Listening in class was my strong suite. I had it down to a science. Since my teachers repeated themselves so often, I could perk up about once every five minutes, take a few notes, and then go back to whatever I was doing, without significant consequences to my grade.
This annoyed some teachers to no end. They didn’t want us to just know the material and get good grades. They wanted us to sit up straight and look attentive and respectful. Our 9th grade parsha teacher even started the year with lessons on how she expected us to sit in class. (I think she phrased it “how a bais Yaakov girl sits in class.”) I slouched in class and doodled or wrote stories. This did not endear me to her at all.
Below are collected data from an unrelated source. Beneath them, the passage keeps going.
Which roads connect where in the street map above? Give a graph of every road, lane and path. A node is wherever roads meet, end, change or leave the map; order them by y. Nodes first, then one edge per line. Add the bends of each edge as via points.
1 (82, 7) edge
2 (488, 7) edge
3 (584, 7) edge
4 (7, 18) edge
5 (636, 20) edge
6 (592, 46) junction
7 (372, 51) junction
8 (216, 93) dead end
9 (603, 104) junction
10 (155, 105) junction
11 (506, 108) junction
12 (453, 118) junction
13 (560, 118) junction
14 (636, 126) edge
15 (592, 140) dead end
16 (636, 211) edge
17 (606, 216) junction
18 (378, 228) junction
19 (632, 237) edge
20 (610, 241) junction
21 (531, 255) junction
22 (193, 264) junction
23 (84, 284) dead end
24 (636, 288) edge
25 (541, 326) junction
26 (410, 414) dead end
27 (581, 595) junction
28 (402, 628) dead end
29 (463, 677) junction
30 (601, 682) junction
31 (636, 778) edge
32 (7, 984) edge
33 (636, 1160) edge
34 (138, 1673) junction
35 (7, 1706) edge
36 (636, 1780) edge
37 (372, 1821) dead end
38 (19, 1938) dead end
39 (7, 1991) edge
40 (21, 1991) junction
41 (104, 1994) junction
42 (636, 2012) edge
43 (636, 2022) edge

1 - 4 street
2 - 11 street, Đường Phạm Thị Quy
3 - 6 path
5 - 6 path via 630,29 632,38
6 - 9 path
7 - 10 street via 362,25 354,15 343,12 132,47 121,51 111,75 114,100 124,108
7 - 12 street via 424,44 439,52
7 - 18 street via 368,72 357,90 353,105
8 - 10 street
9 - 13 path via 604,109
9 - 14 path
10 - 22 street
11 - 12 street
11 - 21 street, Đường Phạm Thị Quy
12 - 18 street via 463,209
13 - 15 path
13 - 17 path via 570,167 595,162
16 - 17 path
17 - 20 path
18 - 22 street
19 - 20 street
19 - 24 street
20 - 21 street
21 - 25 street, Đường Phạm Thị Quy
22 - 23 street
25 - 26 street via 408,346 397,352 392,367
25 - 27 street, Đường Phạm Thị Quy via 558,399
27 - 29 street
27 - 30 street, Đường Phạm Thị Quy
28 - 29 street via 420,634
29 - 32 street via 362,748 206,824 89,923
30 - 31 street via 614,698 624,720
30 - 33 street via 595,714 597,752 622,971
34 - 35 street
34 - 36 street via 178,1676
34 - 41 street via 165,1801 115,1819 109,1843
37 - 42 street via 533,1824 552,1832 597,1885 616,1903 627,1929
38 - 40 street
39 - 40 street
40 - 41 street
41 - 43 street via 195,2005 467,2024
One teacher was particularly egregious. She informed us, first day of 9th grade, that her Chumash class was the most important class we would ever take, except her Tefilla class in 12th grade. (She may have made a small exception for Halacha as well.) She then proceeded to spend the entire first day on the first Rashi in Shemos. By the time 20 minutes had gone past, she’d repeated that Rashi about 10 times.
I wanted to be on my best behavior because it was the first day of school. But I was dying. So, as deviously as I could, I slid a blank sheet of paper under my chumash and started drawing.
At the end of 8th grade, my friends and I were drawing a comic strip starring ourselves as school-age superheroes fighting for justice for students in the educational system. We used our superpowers and awesome technology to take on monsters like the Evil Ed, who wielded a mighty Board. (Yes, I kid you not. It was pretty bad.) So I drew a few frames and picked up where we’d left off.
You can imagine my dismay, then, when my sheet of paper was ripped out from under my pencil and whisked into the air, where it was waved above a (rightfully) enraged teacher’s head. It was the first day of school, and already I had the chutzpah to be doodling during class.
She threw open the classroom doors and marched across the hall to the Rebbetzin’s office to show her what I’d been up to during the most important class of high school (except halacha and tefilla). Luckily, the Rebbetzin wasn’t in. Unwilling to delay her teaching further, the teacher ripped up the cartoon and dumped it in the Rebbetzin’s trash can.
And that’s how I wound up dumpster diving in the principal’s garbage can on the first day of school.